The dot product is a key operation in vector mathematics, essential for finding the angle between vectors. When you take the dot product of two vectors, you're essentially multiplying their corresponding components and summing up those products. The formula for the dot product of two vectors \( \mathbf{a} = a_1 \mathbf{i} + a_2 \mathbf{j} + a_3 \mathbf{k} \) and \( \mathbf{b} = b_1 \mathbf{i} + b_2 \mathbf{j} + b_3 \mathbf{k} \) is:

• \( \mathbf{a} \cdot \mathbf{b} = a_1b_1 + a_2b_2 + a_3b_3 \)

In our example, the dot product is calculated as:

• \( (\sqrt{3})(\sqrt{3}) + (-7)(1) + (0)(-2) = 3 - 7 + 0 = -4 \)

This operation helps determine how much one vector extends in the direction of the other. If the dot product is zero, the vectors are perpendicular.

The magnitude of a vector represents its length or size, ignoring its direction. Calculating the magnitude involves squaring each of its components, summing them up, and then taking the square root of this sum. For a vector \( \mathbf{a} = a_1 \mathbf{i} + a_2 \mathbf{j} + a_3 \mathbf{k} \), the magnitude is given by:

• \( \|\mathbf{a}\| = \sqrt{a_1^2 + a_2^2 + a_3^2} \)

For vector \( \mathbf{u} = \sqrt{3} \mathbf{i} - 7 \mathbf{j} \), its magnitude is:

• \( \|\mathbf{u}\| = \sqrt{(\sqrt{3})^2 + (-7)^2} = \sqrt{3 + 49} = \sqrt{52} \)

Calculating these magnitudes is crucial because they are used to normalize the dot product when finding the angle between two vectors.

To find the angle \( \theta \) between two vectors, we use the inverse cosine function. This function is the mathematical way to "reverse" the cosine function and find the angle whose cosine is a given number. From the dot product formula for vectors \( \mathbf{u} \) and \( \mathbf{v} \), we know:

• \( \cos \theta = \frac{\mathbf{u} \cdot \mathbf{v}}{\|\mathbf{u}\|\|\mathbf{v}\|} \)

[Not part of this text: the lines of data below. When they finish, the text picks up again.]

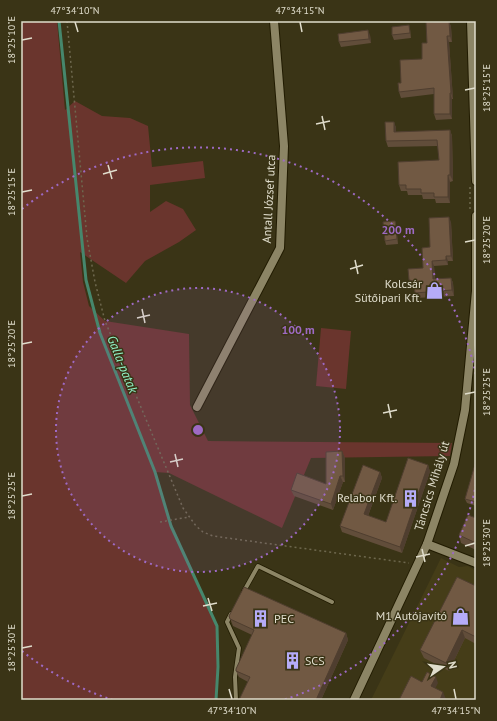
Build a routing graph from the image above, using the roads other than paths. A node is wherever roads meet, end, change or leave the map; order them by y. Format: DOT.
graph roads {
  1 [pos="274,21"];
  2 [pos="470,21"];
  3 [pos="476,181"];
  4 [pos="476,216"];
  5 [pos="476,291"];
  6 [pos="197,407"];
  7 [pos="427,544"];
  8 [pos="476,563"];
  9 [pos="241,597"];
  10 [pos="332,602"];
  11 [pos="234,610"];
  12 [pos="236,700"];
  13 [pos="354,700"];
  1 -- 6 [label="street, Antall József utca"];
  2 -- 3 [label="street"];
  4 -- 5 [label="street, Táncsics Mihály út"];
  5 -- 7 [label="street, Táncsics Mihály út"];
  7 -- 8 [label="street"];
  7 -- 13 [label="street, Táncsics Mihály út"];
  9 -- 10 [label="lane"];
  11 -- 12 [label="lane"];
}
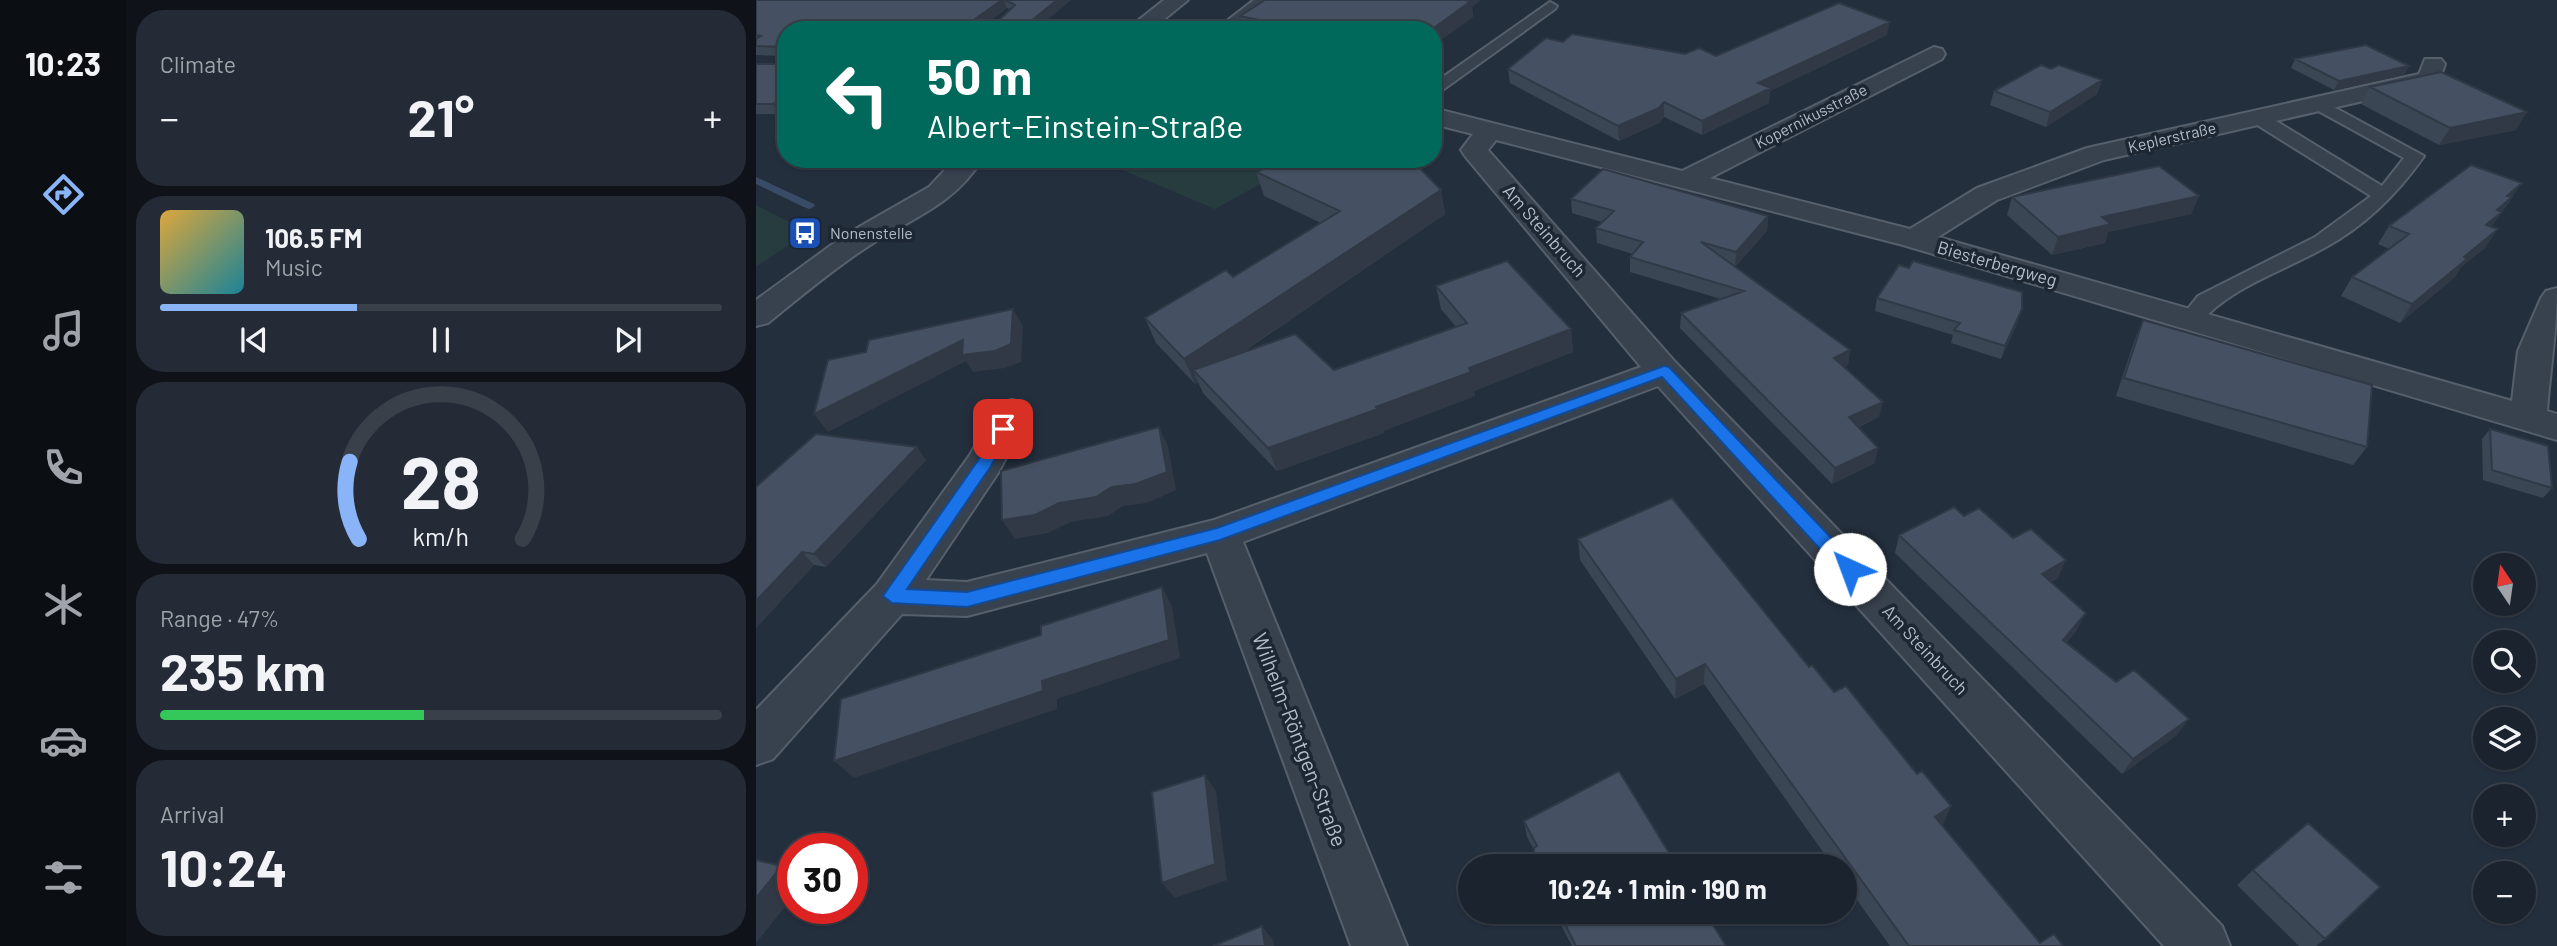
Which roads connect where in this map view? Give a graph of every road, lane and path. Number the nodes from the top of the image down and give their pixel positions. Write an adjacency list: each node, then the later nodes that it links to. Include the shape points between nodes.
1 (1177, 0): 4 (street)
2 (1263, 0): 5 (lane)
3 (1550, 6): 8 (lane)
4 (1149, 21)
5 (1234, 21)
6 (1934, 54): 15 (street, Kopernikusstraße)
7 (2433, 64): 9 (street, Keplerstraße, via 2430,79)
8 (1442, 86)
9 (2319, 104): 10 (street, Keplerstraße); 16 (lane, via 2415,156)
10 (2257, 117): 16 (lane); 18 (street, Keplerstraße, via 2096,154 1987,194)
11 (1442, 118): 12 (street, Biesterbergweg)
12 (1490, 130): 15 (street, Biesterbergweg); 22 (street, Am Steinbruch, via 1475,150)
13 (943, 168): 17 (street, via 886,209)
14 (965, 168): 17 (street, via 925,202)
15 (1688, 179): 18 (street, Biesterbergweg)
16 (2384, 196): 21 (lane, via 2322,241 2206,301)
17 (870, 232): 20 (street)
18 (1914, 239): 21 (street, Biesterbergweg)
19 (2557, 298): 24 (street, via 2535,352)
20 (756, 316)
21 (2190, 320): 24 (street, Biesterbergweg)
22 (1664, 371): 25 (street); 29 (street, Am Steinbruch)
23 (1012, 412): 26 (street, via 985,463)
24 (2543, 423)
25 (1220, 534): 26 (street, via 967,599); 28 (street, Wilhelm-Röntgen-Straße)
26 (892, 596): 27 (street)
27 (756, 744)
28 (1379, 946)
29 (2202, 946)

The inverse cosine function, expressed as \( \cos^{-1} \), then helps find \( \theta \) from:

• \( \theta = \cos^{-1}\left(\frac{\mathbf{u} \cdot \mathbf{v}}{\|\mathbf{u}\|\|\mathbf{v}\|}\right) \)

In this example, we plug in our numbers:

• \( \theta = \cos^{-1}\left(\frac{-4}{\sqrt{52}\sqrt{8}}\right) \approx 1.93 \)

This result shows how the two vectors relate directionally.

Vector components are the individual parts that define a vector in space. Each component corresponds to a coordinate direction, typically given as \( \mathbf{i}, \mathbf{j}, \) and \( \mathbf{k} \) for the \(x\), \(y\), and \(z\)-axes, respectively. For example, the vector \( \mathbf{u} = \sqrt{3} \mathbf{i} - 7 \mathbf{j}\) has:

• \(x\)-component: \(\sqrt{3}\)
• \(y\)-component: \(-7\)
• \(z\)-component: \(0\) (since it's not included)

Understanding vector components is crucial because they allow us to perform operations such as addition, subtraction, and finding dot products.Moreover, they help visualize the direction and shape of vectors in the geometric plane or space. Recognizing how these components come together enables students to perform a wide variety of vector-related calculations.